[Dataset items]
= Beginning of Section =

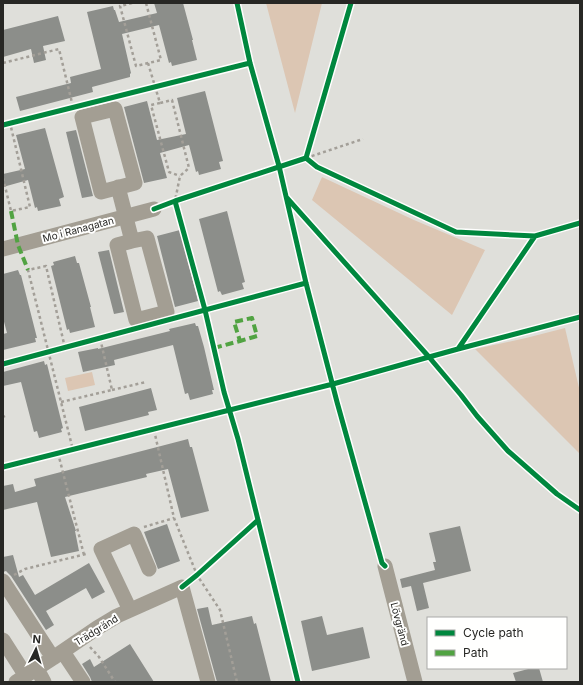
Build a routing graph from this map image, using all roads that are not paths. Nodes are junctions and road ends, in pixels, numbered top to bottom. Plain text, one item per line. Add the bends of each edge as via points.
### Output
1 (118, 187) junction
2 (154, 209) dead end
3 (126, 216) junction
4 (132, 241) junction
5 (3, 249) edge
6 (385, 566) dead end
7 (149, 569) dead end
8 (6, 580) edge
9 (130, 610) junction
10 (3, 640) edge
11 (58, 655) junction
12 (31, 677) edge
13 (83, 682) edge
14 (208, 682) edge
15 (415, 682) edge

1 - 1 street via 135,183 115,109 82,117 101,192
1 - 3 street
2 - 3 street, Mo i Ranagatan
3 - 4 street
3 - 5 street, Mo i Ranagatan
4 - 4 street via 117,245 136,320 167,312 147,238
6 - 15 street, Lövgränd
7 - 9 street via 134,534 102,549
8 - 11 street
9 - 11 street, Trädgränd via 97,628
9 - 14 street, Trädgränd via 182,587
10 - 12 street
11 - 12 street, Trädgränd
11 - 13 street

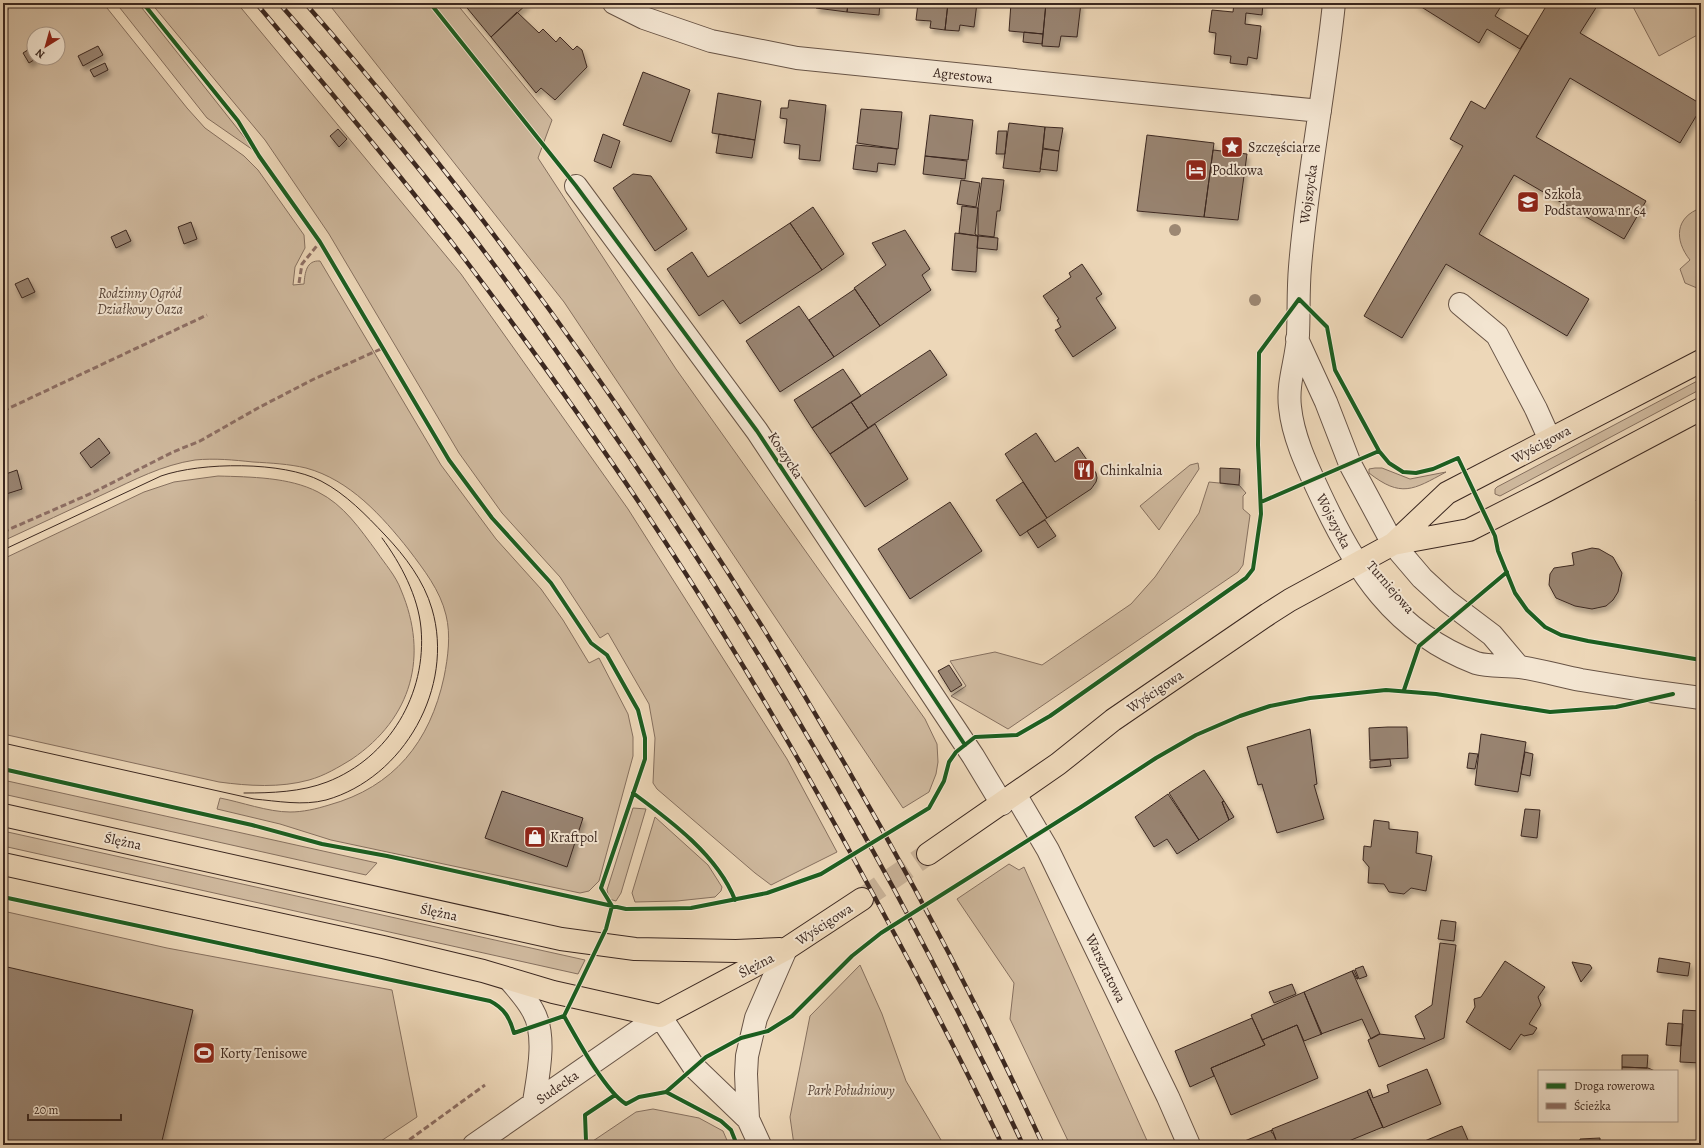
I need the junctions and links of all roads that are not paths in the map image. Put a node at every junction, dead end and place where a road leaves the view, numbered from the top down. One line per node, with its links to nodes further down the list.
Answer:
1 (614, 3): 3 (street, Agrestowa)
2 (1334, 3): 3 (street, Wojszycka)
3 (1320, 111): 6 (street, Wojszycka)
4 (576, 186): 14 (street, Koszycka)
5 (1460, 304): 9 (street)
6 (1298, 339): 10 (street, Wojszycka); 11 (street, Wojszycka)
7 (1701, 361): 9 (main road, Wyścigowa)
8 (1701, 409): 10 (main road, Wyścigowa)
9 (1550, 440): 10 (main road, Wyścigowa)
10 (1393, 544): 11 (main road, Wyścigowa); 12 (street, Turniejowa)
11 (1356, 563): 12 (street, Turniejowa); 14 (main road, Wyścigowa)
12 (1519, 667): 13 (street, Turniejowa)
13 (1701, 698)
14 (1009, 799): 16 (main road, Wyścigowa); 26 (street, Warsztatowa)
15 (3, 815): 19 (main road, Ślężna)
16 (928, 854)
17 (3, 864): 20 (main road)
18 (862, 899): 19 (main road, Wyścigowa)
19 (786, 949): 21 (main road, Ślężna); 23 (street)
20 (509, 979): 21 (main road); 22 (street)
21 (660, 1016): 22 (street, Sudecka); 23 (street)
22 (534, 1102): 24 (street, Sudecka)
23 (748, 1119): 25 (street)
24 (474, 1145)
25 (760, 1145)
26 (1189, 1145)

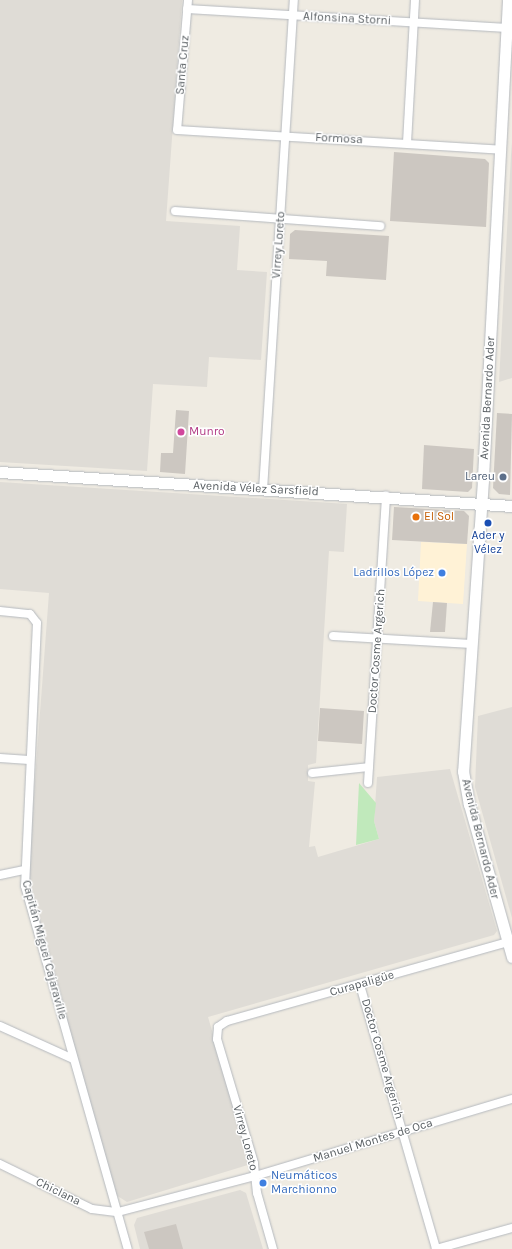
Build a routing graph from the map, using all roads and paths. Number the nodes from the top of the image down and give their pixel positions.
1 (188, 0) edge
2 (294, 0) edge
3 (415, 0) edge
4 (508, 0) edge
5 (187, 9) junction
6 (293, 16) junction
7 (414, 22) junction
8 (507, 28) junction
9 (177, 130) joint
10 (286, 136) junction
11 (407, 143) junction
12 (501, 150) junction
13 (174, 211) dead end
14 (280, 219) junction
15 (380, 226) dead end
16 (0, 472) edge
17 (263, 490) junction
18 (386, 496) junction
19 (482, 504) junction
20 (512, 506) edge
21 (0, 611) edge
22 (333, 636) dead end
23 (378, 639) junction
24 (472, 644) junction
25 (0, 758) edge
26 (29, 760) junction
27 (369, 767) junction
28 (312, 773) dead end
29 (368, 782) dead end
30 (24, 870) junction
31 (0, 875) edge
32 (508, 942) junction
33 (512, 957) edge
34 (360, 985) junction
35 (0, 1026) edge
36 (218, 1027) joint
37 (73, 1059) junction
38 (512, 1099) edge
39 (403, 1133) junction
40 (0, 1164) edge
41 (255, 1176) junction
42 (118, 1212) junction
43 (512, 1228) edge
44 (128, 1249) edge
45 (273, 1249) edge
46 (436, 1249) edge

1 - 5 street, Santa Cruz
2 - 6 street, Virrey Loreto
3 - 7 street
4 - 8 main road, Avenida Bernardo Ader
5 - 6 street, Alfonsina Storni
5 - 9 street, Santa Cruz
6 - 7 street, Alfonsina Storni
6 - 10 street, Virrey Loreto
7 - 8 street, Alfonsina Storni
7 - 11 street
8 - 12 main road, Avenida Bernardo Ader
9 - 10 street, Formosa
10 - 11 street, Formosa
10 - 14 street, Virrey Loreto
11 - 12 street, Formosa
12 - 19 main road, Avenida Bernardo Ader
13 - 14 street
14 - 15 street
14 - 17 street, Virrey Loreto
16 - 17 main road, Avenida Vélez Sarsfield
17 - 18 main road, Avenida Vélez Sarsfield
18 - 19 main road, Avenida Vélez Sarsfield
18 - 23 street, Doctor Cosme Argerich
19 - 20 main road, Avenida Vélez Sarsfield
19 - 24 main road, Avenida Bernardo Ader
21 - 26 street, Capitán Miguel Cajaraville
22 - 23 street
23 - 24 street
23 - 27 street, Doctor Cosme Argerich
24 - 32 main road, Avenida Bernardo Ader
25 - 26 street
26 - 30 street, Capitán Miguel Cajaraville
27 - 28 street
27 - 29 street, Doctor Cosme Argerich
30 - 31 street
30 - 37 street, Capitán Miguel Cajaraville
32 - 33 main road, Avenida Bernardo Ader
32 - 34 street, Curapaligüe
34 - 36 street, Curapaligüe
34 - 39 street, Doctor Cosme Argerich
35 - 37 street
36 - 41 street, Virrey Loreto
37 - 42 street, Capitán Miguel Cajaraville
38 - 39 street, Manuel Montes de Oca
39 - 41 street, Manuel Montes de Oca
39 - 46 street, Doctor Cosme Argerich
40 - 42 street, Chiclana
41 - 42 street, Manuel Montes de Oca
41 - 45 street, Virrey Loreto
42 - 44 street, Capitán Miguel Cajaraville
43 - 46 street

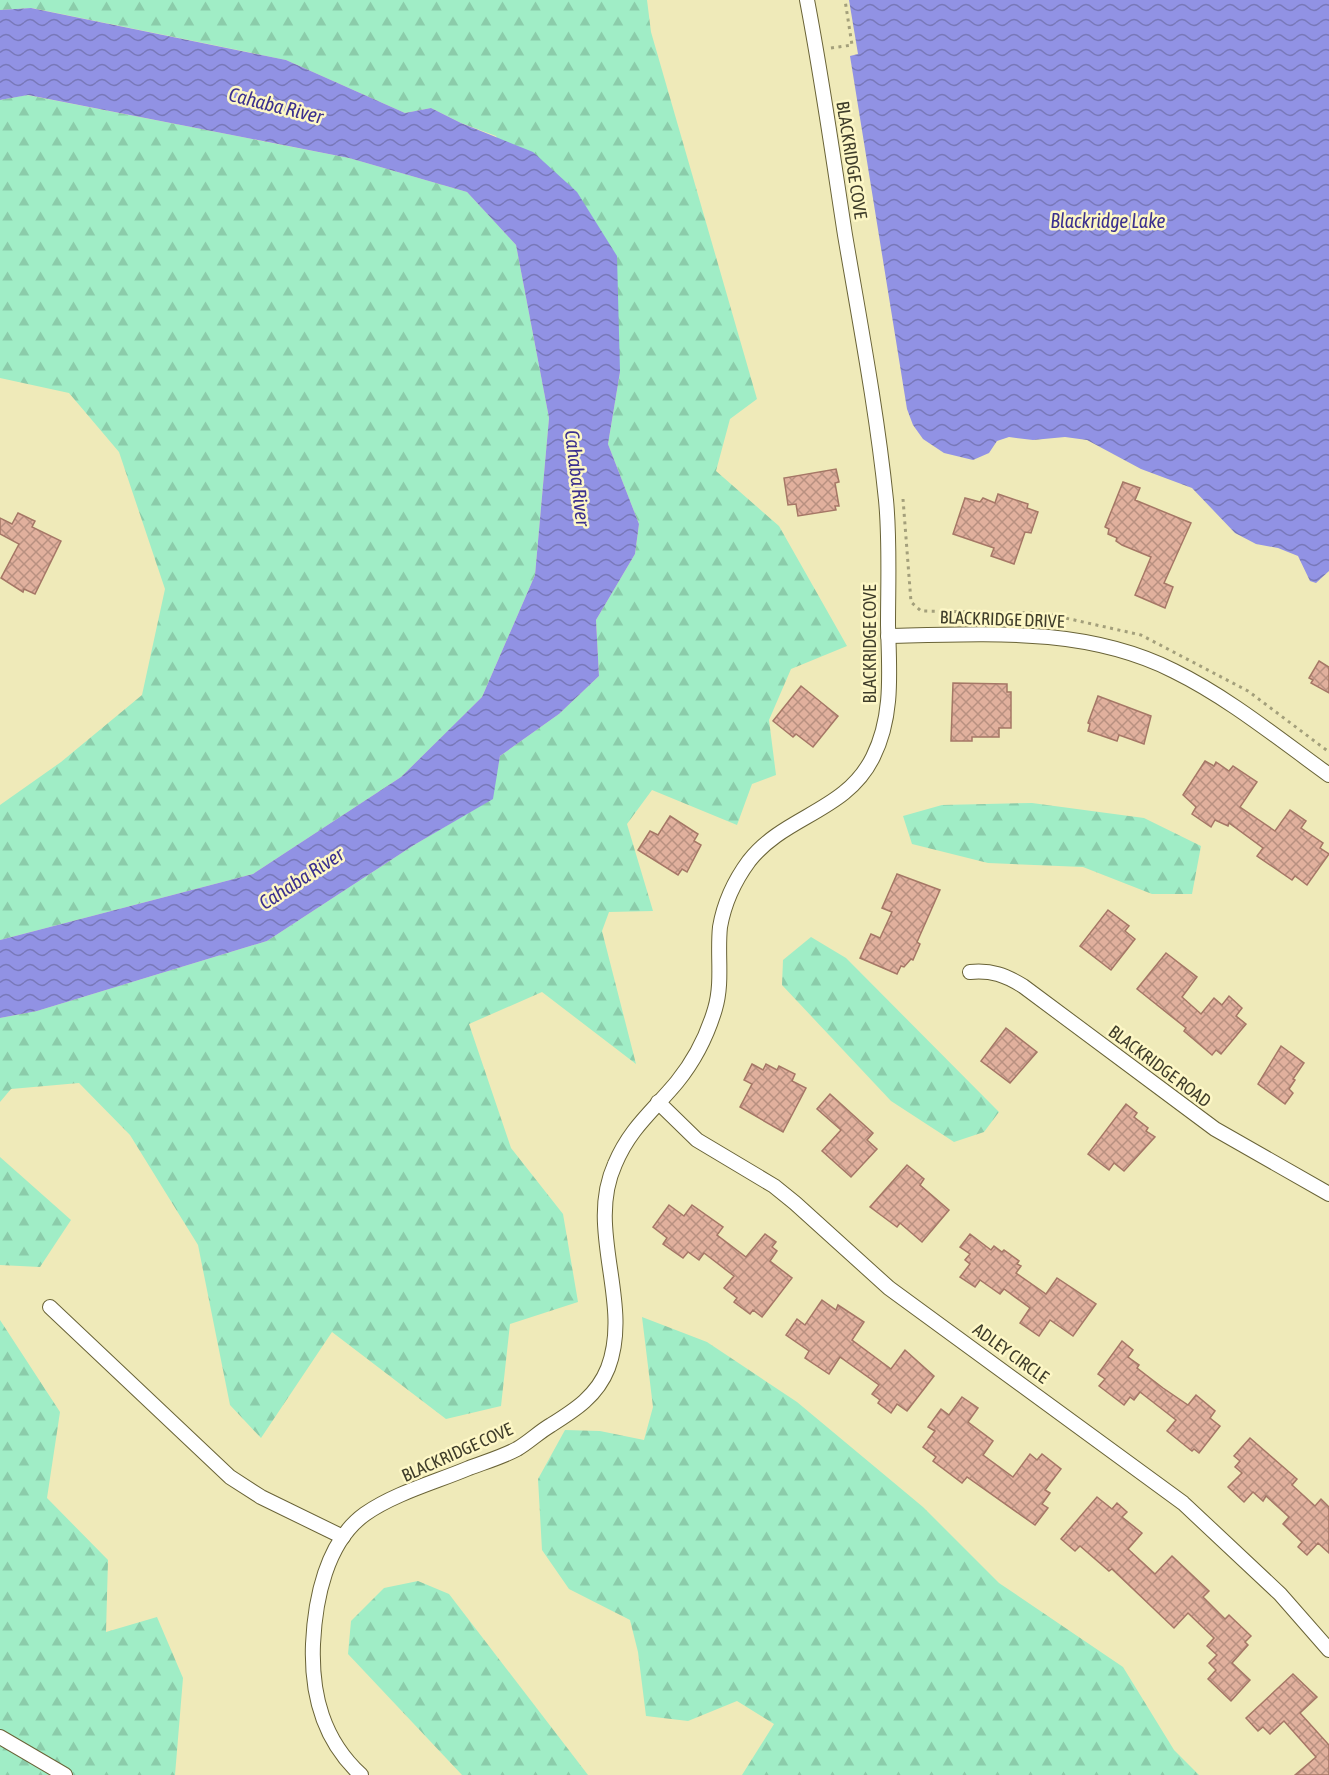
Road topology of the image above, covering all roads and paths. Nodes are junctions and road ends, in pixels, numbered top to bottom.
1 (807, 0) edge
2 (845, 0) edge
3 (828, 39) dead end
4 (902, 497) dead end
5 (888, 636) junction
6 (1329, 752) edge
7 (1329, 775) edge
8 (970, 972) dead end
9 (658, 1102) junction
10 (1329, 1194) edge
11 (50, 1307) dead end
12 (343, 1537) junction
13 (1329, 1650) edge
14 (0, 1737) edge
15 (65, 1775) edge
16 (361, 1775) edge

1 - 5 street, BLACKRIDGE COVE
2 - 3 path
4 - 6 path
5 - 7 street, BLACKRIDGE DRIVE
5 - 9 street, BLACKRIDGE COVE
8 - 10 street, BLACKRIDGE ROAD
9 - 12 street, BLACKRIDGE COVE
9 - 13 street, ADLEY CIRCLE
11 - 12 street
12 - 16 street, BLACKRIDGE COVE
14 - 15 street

= End of Section =

> **PROBLEM TO WORK ON**: The entries must be repeated exactly. Leave the images out.

> **WORKED SOLUTION**:
Build a routing graph from this map image, using all roads that are not paths. Nodes are junctions and road ends, in pixels, numbered top to bottom. Plain text, one item per line. Add the bends of each edge as via points.
### Output
1 (118, 187) junction
2 (154, 209) dead end
3 (126, 216) junction
4 (132, 241) junction
5 (3, 249) edge
6 (385, 566) dead end
7 (149, 569) dead end
8 (6, 580) edge
9 (130, 610) junction
10 (3, 640) edge
11 (58, 655) junction
12 (31, 677) edge
13 (83, 682) edge
14 (208, 682) edge
15 (415, 682) edge

1 - 1 street via 135,183 115,109 82,117 101,192
1 - 3 street
2 - 3 street, Mo i Ranagatan
3 - 4 street
3 - 5 street, Mo i Ranagatan
4 - 4 street via 117,245 136,320 167,312 147,238
6 - 15 street, Lövgränd
7 - 9 street via 134,534 102,549
8 - 11 street
9 - 11 street, Trädgränd via 97,628
9 - 14 street, Trädgränd via 182,587
10 - 12 street
11 - 12 street, Trädgränd
11 - 13 street

I need the junctions and links of all roads that are not paths in the map image. Put a node at every junction, dead end and place where a road leaves the view, numbered from the top down. One line per node, with its links to nodes further down the list.
Answer:
1 (614, 3): 3 (street, Agrestowa)
2 (1334, 3): 3 (street, Wojszycka)
3 (1320, 111): 6 (street, Wojszycka)
4 (576, 186): 14 (street, Koszycka)
5 (1460, 304): 9 (street)
6 (1298, 339): 10 (street, Wojszycka); 11 (street, Wojszycka)
7 (1701, 361): 9 (main road, Wyścigowa)
8 (1701, 409): 10 (main road, Wyścigowa)
9 (1550, 440): 10 (main road, Wyścigowa)
10 (1393, 544): 11 (main road, Wyścigowa); 12 (street, Turniejowa)
11 (1356, 563): 12 (street, Turniejowa); 14 (main road, Wyścigowa)
12 (1519, 667): 13 (street, Turniejowa)
13 (1701, 698)
14 (1009, 799): 16 (main road, Wyścigowa); 26 (street, Warsztatowa)
15 (3, 815): 19 (main road, Ślężna)
16 (928, 854)
17 (3, 864): 20 (main road)
18 (862, 899): 19 (main road, Wyścigowa)
19 (786, 949): 21 (main road, Ślężna); 23 (street)
20 (509, 979): 21 (main road); 22 (street)
21 (660, 1016): 22 (street, Sudecka); 23 (street)
22 (534, 1102): 24 (street, Sudecka)
23 (748, 1119): 25 (street)
24 (474, 1145)
25 (760, 1145)
26 (1189, 1145)

Build a routing graph from the map, using all roads and paths. Number the nodes from the top of the image down and give their pixel positions.
1 (188, 0) edge
2 (294, 0) edge
3 (415, 0) edge
4 (508, 0) edge
5 (187, 9) junction
6 (293, 16) junction
7 (414, 22) junction
8 (507, 28) junction
9 (177, 130) joint
10 (286, 136) junction
11 (407, 143) junction
12 (501, 150) junction
13 (174, 211) dead end
14 (280, 219) junction
15 (380, 226) dead end
16 (0, 472) edge
17 (263, 490) junction
18 (386, 496) junction
19 (482, 504) junction
20 (512, 506) edge
21 (0, 611) edge
22 (333, 636) dead end
23 (378, 639) junction
24 (472, 644) junction
25 (0, 758) edge
26 (29, 760) junction
27 (369, 767) junction
28 (312, 773) dead end
29 (368, 782) dead end
30 (24, 870) junction
31 (0, 875) edge
32 (508, 942) junction
33 (512, 957) edge
34 (360, 985) junction
35 (0, 1026) edge
36 (218, 1027) joint
37 (73, 1059) junction
38 (512, 1099) edge
39 (403, 1133) junction
40 (0, 1164) edge
41 (255, 1176) junction
42 (118, 1212) junction
43 (512, 1228) edge
44 (128, 1249) edge
45 (273, 1249) edge
46 (436, 1249) edge

1 - 5 street, Santa Cruz
2 - 6 street, Virrey Loreto
3 - 7 street
4 - 8 main road, Avenida Bernardo Ader
5 - 6 street, Alfonsina Storni
5 - 9 street, Santa Cruz
6 - 7 street, Alfonsina Storni
6 - 10 street, Virrey Loreto
7 - 8 street, Alfonsina Storni
7 - 11 street
8 - 12 main road, Avenida Bernardo Ader
9 - 10 street, Formosa
10 - 11 street, Formosa
10 - 14 street, Virrey Loreto
11 - 12 street, Formosa
12 - 19 main road, Avenida Bernardo Ader
13 - 14 street
14 - 15 street
14 - 17 street, Virrey Loreto
16 - 17 main road, Avenida Vélez Sarsfield
17 - 18 main road, Avenida Vélez Sarsfield
18 - 19 main road, Avenida Vélez Sarsfield
18 - 23 street, Doctor Cosme Argerich
19 - 20 main road, Avenida Vélez Sarsfield
19 - 24 main road, Avenida Bernardo Ader
21 - 26 street, Capitán Miguel Cajaraville
22 - 23 street
23 - 24 street
23 - 27 street, Doctor Cosme Argerich
24 - 32 main road, Avenida Bernardo Ader
25 - 26 street
26 - 30 street, Capitán Miguel Cajaraville
27 - 28 street
27 - 29 street, Doctor Cosme Argerich
30 - 31 street
30 - 37 street, Capitán Miguel Cajaraville
32 - 33 main road, Avenida Bernardo Ader
32 - 34 street, Curapaligüe
34 - 36 street, Curapaligüe
34 - 39 street, Doctor Cosme Argerich
35 - 37 street
36 - 41 street, Virrey Loreto
37 - 42 street, Capitán Miguel Cajaraville
38 - 39 street, Manuel Montes de Oca
39 - 41 street, Manuel Montes de Oca
39 - 46 street, Doctor Cosme Argerich
40 - 42 street, Chiclana
41 - 42 street, Manuel Montes de Oca
41 - 45 street, Virrey Loreto
42 - 44 street, Capitán Miguel Cajaraville
43 - 46 street

Road topology of the image above, covering all roads and paths. Nodes are junctions and road ends, in pixels, numbered top to bottom.
1 (807, 0) edge
2 (845, 0) edge
3 (828, 39) dead end
4 (902, 497) dead end
5 (888, 636) junction
6 (1329, 752) edge
7 (1329, 775) edge
8 (970, 972) dead end
9 (658, 1102) junction
10 (1329, 1194) edge
11 (50, 1307) dead end
12 (343, 1537) junction
13 (1329, 1650) edge
14 (0, 1737) edge
15 (65, 1775) edge
16 (361, 1775) edge

1 - 5 street, BLACKRIDGE COVE
2 - 3 path
4 - 6 path
5 - 7 street, BLACKRIDGE DRIVE
5 - 9 street, BLACKRIDGE COVE
8 - 10 street, BLACKRIDGE ROAD
9 - 12 street, BLACKRIDGE COVE
9 - 13 street, ADLEY CIRCLE
11 - 12 street
12 - 16 street, BLACKRIDGE COVE
14 - 15 street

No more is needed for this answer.